_Recorded information_.
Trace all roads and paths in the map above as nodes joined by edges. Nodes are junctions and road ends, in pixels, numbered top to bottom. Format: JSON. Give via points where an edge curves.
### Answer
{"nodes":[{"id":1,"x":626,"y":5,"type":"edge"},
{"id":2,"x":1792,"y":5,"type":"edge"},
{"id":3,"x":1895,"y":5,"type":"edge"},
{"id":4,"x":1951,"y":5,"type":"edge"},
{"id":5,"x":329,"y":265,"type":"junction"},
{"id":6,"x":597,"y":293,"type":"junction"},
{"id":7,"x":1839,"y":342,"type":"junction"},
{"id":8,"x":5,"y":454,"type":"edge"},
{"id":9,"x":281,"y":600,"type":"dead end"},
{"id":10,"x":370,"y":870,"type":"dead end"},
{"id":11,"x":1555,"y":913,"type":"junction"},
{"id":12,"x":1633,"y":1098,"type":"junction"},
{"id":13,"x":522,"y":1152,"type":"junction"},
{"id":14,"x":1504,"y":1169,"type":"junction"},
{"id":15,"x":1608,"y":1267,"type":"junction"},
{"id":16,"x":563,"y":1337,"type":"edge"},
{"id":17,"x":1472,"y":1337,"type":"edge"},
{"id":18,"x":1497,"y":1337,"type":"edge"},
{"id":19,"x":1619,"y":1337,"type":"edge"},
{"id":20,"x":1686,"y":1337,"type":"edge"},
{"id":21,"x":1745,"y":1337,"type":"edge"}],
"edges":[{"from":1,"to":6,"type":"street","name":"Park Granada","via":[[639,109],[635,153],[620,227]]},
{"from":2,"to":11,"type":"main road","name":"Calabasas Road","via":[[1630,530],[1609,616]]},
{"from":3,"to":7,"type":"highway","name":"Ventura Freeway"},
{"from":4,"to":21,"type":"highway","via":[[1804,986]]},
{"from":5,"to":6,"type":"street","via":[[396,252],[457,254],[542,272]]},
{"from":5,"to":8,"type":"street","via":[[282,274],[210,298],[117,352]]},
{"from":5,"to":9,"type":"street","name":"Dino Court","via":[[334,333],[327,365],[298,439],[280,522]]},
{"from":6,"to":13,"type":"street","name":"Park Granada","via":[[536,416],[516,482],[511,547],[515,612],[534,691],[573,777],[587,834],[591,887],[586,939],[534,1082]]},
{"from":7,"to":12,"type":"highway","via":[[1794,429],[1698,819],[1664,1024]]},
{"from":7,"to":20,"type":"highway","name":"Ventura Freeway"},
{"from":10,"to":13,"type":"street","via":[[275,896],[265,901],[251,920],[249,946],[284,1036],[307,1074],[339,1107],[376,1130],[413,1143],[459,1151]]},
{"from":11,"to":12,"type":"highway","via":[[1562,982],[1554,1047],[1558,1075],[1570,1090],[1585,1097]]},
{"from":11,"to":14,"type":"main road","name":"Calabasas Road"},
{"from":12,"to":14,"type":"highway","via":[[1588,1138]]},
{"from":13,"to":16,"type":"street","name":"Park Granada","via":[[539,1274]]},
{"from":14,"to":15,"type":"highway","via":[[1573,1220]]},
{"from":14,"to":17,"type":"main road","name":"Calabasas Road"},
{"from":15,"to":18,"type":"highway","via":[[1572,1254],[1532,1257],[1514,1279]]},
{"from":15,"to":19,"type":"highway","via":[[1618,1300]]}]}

_The problem_. Retype the data precisely.

_Exercise answer_.
Trace all roads and paths in the map above as nodes joined by edges. Nodes are junctions and road ends, in pixels, numbered top to bottom. Format: JSON. Give via points where an edge curves.
### Answer
{"nodes":[{"id":1,"x":626,"y":5,"type":"edge"},
{"id":2,"x":1792,"y":5,"type":"edge"},
{"id":3,"x":1895,"y":5,"type":"edge"},
{"id":4,"x":1951,"y":5,"type":"edge"},
{"id":5,"x":329,"y":265,"type":"junction"},
{"id":6,"x":597,"y":293,"type":"junction"},
{"id":7,"x":1839,"y":342,"type":"junction"},
{"id":8,"x":5,"y":454,"type":"edge"},
{"id":9,"x":281,"y":600,"type":"dead end"},
{"id":10,"x":370,"y":870,"type":"dead end"},
{"id":11,"x":1555,"y":913,"type":"junction"},
{"id":12,"x":1633,"y":1098,"type":"junction"},
{"id":13,"x":522,"y":1152,"type":"junction"},
{"id":14,"x":1504,"y":1169,"type":"junction"},
{"id":15,"x":1608,"y":1267,"type":"junction"},
{"id":16,"x":563,"y":1337,"type":"edge"},
{"id":17,"x":1472,"y":1337,"type":"edge"},
{"id":18,"x":1497,"y":1337,"type":"edge"},
{"id":19,"x":1619,"y":1337,"type":"edge"},
{"id":20,"x":1686,"y":1337,"type":"edge"},
{"id":21,"x":1745,"y":1337,"type":"edge"}],
"edges":[{"from":1,"to":6,"type":"street","name":"Park Granada","via":[[639,109],[635,153],[620,227]]},
{"from":2,"to":11,"type":"main road","name":"Calabasas Road","via":[[1630,530],[1609,616]]},
{"from":3,"to":7,"type":"highway","name":"Ventura Freeway"},
{"from":4,"to":21,"type":"highway","via":[[1804,986]]},
{"from":5,"to":6,"type":"street","via":[[396,252],[457,254],[542,272]]},
{"from":5,"to":8,"type":"street","via":[[282,274],[210,298],[117,352]]},
{"from":5,"to":9,"type":"street","name":"Dino Court","via":[[334,333],[327,365],[298,439],[280,522]]},
{"from":6,"to":13,"type":"street","name":"Park Granada","via":[[536,416],[516,482],[511,547],[515,612],[534,691],[573,777],[587,834],[591,887],[586,939],[534,1082]]},
{"from":7,"to":12,"type":"highway","via":[[1794,429],[1698,819],[1664,1024]]},
{"from":7,"to":20,"type":"highway","name":"Ventura Freeway"},
{"from":10,"to":13,"type":"street","via":[[275,896],[265,901],[251,920],[249,946],[284,1036],[307,1074],[339,1107],[376,1130],[413,1143],[459,1151]]},
{"from":11,"to":12,"type":"highway","via":[[1562,982],[1554,1047],[1558,1075],[1570,1090],[1585,1097]]},
{"from":11,"to":14,"type":"main road","name":"Calabasas Road"},
{"from":12,"to":14,"type":"highway","via":[[1588,1138]]},
{"from":13,"to":16,"type":"street","name":"Park Granada","via":[[539,1274]]},
{"from":14,"to":15,"type":"highway","via":[[1573,1220]]},
{"from":14,"to":17,"type":"main road","name":"Calabasas Road"},
{"from":15,"to":18,"type":"highway","via":[[1572,1254],[1532,1257],[1514,1279]]},
{"from":15,"to":19,"type":"highway","via":[[1618,1300]]}]}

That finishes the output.